(Exercise directions) Identify each line below containing the string "text" and copy it.

===============

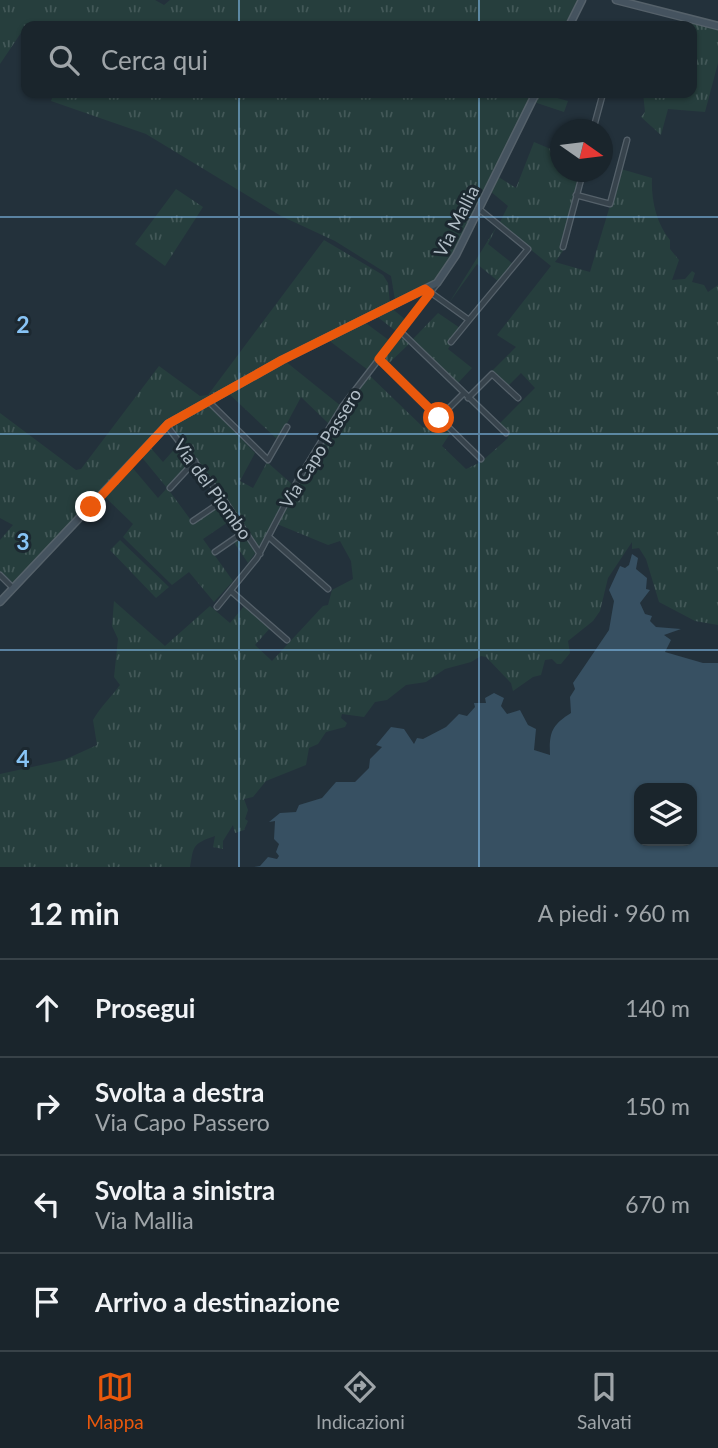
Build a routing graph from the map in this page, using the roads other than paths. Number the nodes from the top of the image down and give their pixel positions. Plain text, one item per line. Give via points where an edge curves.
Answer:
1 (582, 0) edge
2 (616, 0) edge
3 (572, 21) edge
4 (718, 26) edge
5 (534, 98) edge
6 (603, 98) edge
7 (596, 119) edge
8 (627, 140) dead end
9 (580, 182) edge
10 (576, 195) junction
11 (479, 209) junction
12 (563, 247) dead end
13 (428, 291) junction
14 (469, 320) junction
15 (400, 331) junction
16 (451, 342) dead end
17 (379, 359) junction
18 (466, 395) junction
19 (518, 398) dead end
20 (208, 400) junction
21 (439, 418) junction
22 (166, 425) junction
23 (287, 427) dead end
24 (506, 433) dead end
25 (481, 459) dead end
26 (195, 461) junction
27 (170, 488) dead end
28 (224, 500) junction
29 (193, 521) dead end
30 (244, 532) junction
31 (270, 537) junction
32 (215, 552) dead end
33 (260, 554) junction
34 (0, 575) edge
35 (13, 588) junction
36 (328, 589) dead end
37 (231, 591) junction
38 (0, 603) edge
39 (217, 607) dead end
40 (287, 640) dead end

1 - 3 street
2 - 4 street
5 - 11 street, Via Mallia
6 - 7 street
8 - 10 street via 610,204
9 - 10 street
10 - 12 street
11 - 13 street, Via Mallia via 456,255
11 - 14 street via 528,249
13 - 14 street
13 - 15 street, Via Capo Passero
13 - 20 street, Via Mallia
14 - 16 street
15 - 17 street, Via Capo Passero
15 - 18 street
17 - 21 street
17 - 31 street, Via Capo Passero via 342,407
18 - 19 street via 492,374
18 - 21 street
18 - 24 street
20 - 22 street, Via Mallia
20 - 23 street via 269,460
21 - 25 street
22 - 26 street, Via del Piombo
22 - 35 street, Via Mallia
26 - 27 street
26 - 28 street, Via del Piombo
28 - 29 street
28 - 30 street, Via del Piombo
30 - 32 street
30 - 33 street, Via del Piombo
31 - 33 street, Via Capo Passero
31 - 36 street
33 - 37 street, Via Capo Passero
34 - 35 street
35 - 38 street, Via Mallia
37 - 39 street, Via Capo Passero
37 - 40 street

===============

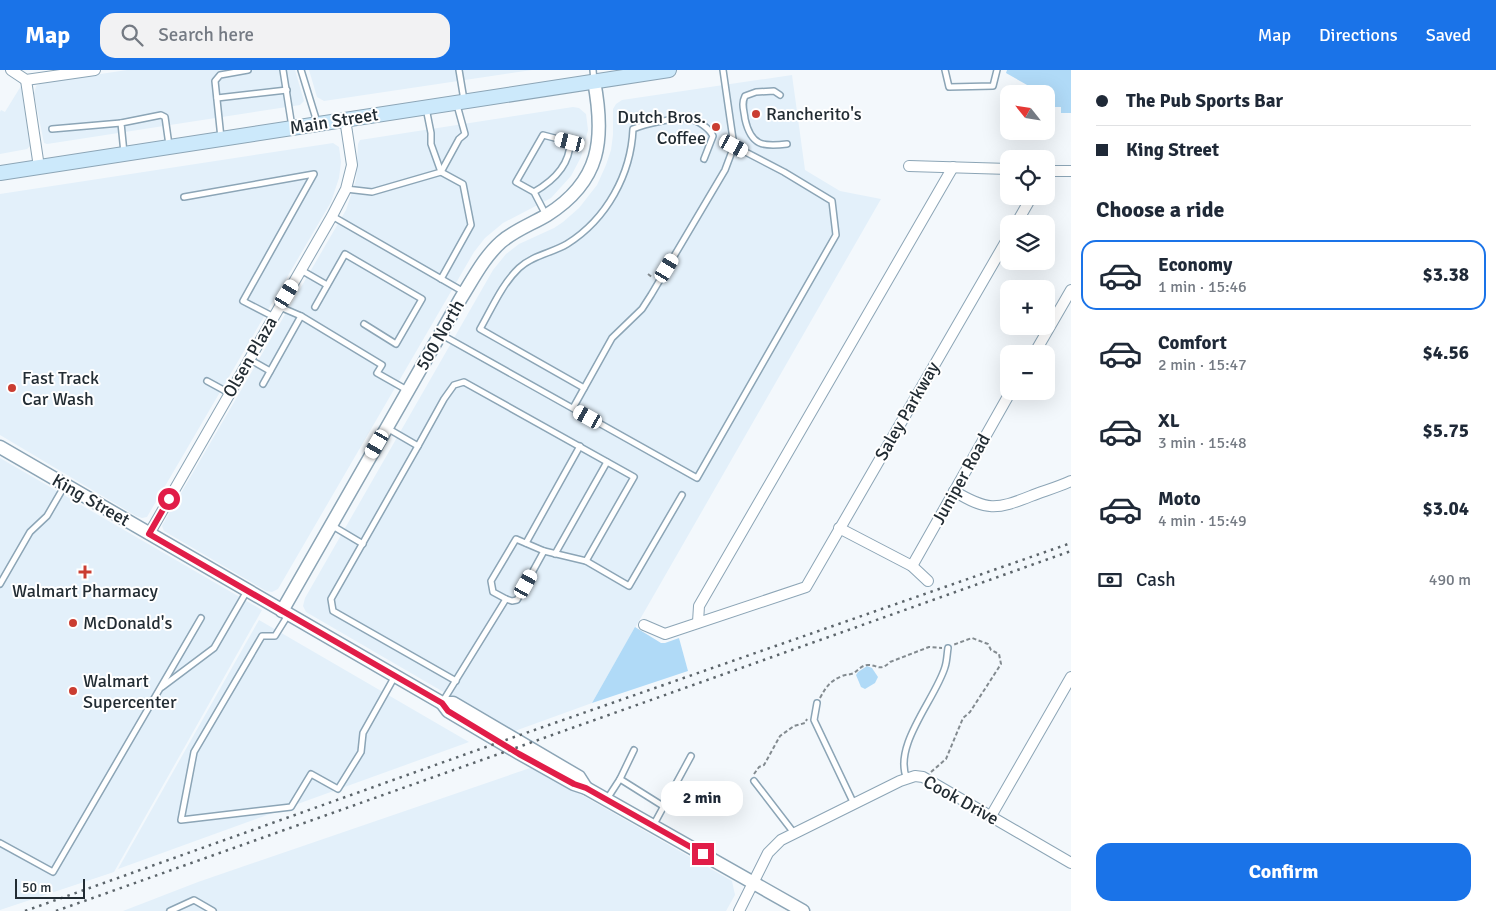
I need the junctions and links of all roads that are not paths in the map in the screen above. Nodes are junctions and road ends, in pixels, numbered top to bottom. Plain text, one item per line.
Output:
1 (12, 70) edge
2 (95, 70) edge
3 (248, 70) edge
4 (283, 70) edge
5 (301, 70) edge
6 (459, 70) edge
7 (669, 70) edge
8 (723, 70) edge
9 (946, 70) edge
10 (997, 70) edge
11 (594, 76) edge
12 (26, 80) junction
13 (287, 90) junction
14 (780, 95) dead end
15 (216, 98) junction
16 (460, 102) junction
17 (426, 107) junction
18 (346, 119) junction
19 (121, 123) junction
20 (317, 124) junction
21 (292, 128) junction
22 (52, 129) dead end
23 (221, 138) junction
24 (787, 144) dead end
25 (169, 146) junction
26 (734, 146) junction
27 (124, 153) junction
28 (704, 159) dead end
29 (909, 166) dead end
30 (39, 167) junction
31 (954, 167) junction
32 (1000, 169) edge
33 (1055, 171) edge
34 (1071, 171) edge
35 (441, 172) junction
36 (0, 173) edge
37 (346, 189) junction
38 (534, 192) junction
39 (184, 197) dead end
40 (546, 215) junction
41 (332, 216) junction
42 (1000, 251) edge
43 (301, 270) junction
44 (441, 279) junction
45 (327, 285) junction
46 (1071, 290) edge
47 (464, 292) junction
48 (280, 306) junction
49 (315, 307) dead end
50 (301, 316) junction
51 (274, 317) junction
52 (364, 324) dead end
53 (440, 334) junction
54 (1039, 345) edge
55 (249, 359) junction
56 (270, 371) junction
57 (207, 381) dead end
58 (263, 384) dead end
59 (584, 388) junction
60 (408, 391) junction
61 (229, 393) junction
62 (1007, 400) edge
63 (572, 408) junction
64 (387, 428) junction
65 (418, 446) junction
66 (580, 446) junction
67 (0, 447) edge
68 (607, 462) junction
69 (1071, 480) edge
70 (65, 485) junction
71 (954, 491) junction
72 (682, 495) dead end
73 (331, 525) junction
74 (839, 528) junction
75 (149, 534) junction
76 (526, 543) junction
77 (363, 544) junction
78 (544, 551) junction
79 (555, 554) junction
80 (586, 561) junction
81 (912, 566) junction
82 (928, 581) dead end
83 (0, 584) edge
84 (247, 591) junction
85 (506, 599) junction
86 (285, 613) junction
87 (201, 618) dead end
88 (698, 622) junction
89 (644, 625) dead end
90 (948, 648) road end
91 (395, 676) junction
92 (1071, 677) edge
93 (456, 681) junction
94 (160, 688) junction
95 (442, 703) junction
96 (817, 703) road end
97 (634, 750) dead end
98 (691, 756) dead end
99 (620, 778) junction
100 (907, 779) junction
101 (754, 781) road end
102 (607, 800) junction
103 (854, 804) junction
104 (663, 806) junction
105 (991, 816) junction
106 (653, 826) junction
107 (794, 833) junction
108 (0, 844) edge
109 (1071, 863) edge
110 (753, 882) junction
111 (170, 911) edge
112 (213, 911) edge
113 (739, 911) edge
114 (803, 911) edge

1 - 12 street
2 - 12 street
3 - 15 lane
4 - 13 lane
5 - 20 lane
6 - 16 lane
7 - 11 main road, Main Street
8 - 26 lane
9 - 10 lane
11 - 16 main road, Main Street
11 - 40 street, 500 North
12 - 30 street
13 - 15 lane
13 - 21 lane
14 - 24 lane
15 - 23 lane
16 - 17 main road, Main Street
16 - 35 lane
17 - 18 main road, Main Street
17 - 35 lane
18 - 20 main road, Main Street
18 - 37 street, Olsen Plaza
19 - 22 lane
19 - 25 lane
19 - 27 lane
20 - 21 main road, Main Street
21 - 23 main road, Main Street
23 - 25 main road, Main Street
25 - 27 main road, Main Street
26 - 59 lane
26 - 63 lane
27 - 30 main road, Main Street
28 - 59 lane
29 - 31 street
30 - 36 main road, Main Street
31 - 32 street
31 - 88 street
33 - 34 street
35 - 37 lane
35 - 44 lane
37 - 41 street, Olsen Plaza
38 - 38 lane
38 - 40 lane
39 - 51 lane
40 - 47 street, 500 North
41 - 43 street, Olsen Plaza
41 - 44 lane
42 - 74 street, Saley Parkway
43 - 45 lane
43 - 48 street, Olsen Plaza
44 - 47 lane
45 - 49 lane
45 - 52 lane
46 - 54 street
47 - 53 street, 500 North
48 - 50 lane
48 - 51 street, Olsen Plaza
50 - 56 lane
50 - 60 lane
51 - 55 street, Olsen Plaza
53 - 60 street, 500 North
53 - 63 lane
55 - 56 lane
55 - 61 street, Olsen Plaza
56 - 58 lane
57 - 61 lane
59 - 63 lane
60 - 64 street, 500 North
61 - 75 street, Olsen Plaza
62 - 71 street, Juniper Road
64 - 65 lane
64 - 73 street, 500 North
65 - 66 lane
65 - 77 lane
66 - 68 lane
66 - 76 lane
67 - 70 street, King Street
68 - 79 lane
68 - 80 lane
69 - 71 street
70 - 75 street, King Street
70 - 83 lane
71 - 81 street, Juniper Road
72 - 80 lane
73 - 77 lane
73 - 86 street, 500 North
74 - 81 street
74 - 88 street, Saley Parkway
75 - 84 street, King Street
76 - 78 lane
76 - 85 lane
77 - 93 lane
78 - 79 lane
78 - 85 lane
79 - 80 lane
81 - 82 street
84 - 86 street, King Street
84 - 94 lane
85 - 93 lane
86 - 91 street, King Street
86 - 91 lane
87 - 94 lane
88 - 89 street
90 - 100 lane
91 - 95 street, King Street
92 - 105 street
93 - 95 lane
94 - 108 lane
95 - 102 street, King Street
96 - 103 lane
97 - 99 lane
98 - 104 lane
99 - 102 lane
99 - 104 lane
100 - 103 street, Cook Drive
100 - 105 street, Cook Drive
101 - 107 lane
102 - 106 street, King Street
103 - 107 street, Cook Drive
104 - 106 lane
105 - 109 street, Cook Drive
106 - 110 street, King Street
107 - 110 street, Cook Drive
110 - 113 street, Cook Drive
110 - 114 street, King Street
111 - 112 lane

===============

(Output of the task)
Build a routing graph from the map in this page, using the roads other than paths. Number the nodes from the top of the image down and give their pixel positions. Plain text, one item per line. Give via points where an edge curves.
I need the junctions and links of all roads that are not paths in the map in the screen above. Nodes are junctions and road ends, in pixels, numbered top to bottom. Plain text, one item per line.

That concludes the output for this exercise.